Newly proposed variables will be reviewed by the Data Team against the ARC Variable Inclusion Rules (see below).

This review will determine whether each variable meets criteria for clinical relevance, scientific justification, non-duplication and suitability as a raw variable, and will ensure correct placement, naming conventions and coding within ARC.

Approved variables will be integrated into ARC, and clashes or overlaps will be resolved in consultation with the Steering Committee and the ARChetype CRF Coordinator as needed.

3. CRF Piloting in REDCap

A pilot version of the CRF will be generated using the BRIDGE data dictionary and tested in REDCap (or a similar electronic data capture platform).

Users participating in the pilot will provide feedback on usability, clarity of questions, workflow logic, branching, timing and feasibility of data entry. All feedback will be logged and reviewed.

4. Complete Final Version for Approval

Following piloting, the CRF Initiator will review and summarise pilot feedback and implement necessary modifications to the CRF.

The final version of the CRF will then be submitted to the ISARIC ARChetype CRFs Approvals Committee for review, high-level feedback and final endorsement before implementation.

Output of Phase 5: Final approved CRF.

Phase 6. Release and Communication

1. Release Final CRF

The final approved CRF will be added to BRIDGE and made available through ISARIC communication channels for use by the network.

Documentation and accompanying guidance will be uploaded to ensure users have clear instructions on implementation.

2. Create Synthetic Dataset and Perform VERTEX Test

The Data Manager and Data Scientist will generate a synthetic dataset using ARC-aligned variable structures and REDCap or other synthetic data generation tools.

The CRF will then be tested in VERTEX using this synthetic dataset to confirm compatibility, correct variable mapping, structural integrity, and expected performance within VERTEX.

3. Launch Response Page and Prepare for Publishing

A response page will be launched containing the CRF, documentation, and instructions for use.

Materials will be prepared for publishing at the ISARIC Summit or other dissemination events to announce availability of the new ARChetype CRF.

Output of Phase 6: ARChetype CRF released in BRIDGE, communicated to the network, and validated with proof-of-use in VERTEX.

ARC Variable Inclusion

Rules

Clinical relevance: Contributes to disease/syndrome identification, prognosis, risk stratification, treatment, complications, or outcomes.

Scientific justification: Addresses a knowledge gap, aligns with guidelines, improves data quality/harmonisation, or supports patient-centred research.

Non-duplication: No overlap with existing ARC variables. Clearly distinguished from similar variables (including timing/temporal aspects).

Not derived: Only include raw variables; derived variables can be computed later.

Instructions

Be disease-agnostic: Phrase the variable broadly unless disease-specific detail is essential.

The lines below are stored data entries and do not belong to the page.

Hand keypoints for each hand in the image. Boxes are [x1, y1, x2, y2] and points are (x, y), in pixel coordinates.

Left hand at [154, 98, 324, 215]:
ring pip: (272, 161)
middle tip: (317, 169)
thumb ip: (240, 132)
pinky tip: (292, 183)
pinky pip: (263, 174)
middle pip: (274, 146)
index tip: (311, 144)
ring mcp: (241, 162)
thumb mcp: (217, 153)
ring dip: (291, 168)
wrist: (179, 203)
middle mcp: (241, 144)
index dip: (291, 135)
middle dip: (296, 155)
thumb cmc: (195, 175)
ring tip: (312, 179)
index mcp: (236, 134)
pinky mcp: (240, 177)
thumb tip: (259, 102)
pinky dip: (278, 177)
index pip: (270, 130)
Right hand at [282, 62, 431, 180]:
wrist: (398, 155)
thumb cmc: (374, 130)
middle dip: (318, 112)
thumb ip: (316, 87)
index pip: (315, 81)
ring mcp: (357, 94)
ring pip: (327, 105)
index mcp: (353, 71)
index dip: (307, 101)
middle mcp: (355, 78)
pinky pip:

Correct placement: Use the right form (Presentation, Daily, Summary, Outcome), section (Demographics, Onset, Inclusion criteria, etc.) and event/time-point.

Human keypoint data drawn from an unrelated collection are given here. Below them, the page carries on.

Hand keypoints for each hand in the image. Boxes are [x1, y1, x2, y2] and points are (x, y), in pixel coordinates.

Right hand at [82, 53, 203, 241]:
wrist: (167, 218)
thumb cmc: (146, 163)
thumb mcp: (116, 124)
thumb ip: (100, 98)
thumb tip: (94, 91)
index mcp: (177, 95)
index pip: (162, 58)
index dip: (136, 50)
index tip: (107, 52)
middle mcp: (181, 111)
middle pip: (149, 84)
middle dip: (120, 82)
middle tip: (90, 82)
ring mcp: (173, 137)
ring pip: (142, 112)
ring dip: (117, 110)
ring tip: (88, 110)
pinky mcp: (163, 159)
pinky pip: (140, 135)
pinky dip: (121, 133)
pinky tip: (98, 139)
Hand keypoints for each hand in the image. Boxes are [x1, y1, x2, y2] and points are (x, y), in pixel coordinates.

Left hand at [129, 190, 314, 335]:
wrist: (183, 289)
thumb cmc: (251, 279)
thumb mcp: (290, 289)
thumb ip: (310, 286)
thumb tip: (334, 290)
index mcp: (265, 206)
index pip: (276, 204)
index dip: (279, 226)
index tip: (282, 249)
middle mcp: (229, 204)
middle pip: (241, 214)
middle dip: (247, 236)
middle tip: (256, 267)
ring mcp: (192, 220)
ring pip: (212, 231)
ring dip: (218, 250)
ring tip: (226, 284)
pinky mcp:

Answer options: Follow ARC standards (e.g. “Yes / No / Unknown / Other”). Reference standard lists if used.

Logical structure: Group variables with related items, define branching logic, and use appropriate organ-system groupings.

Validation & definitions: Specify ranges for numeric/date fields, units and conversions, and provide clear completion guidance.

Standard coding: Map variables/answers to clinical coding systems (e.g. SNOMED CT, ATC, or others) where relevant.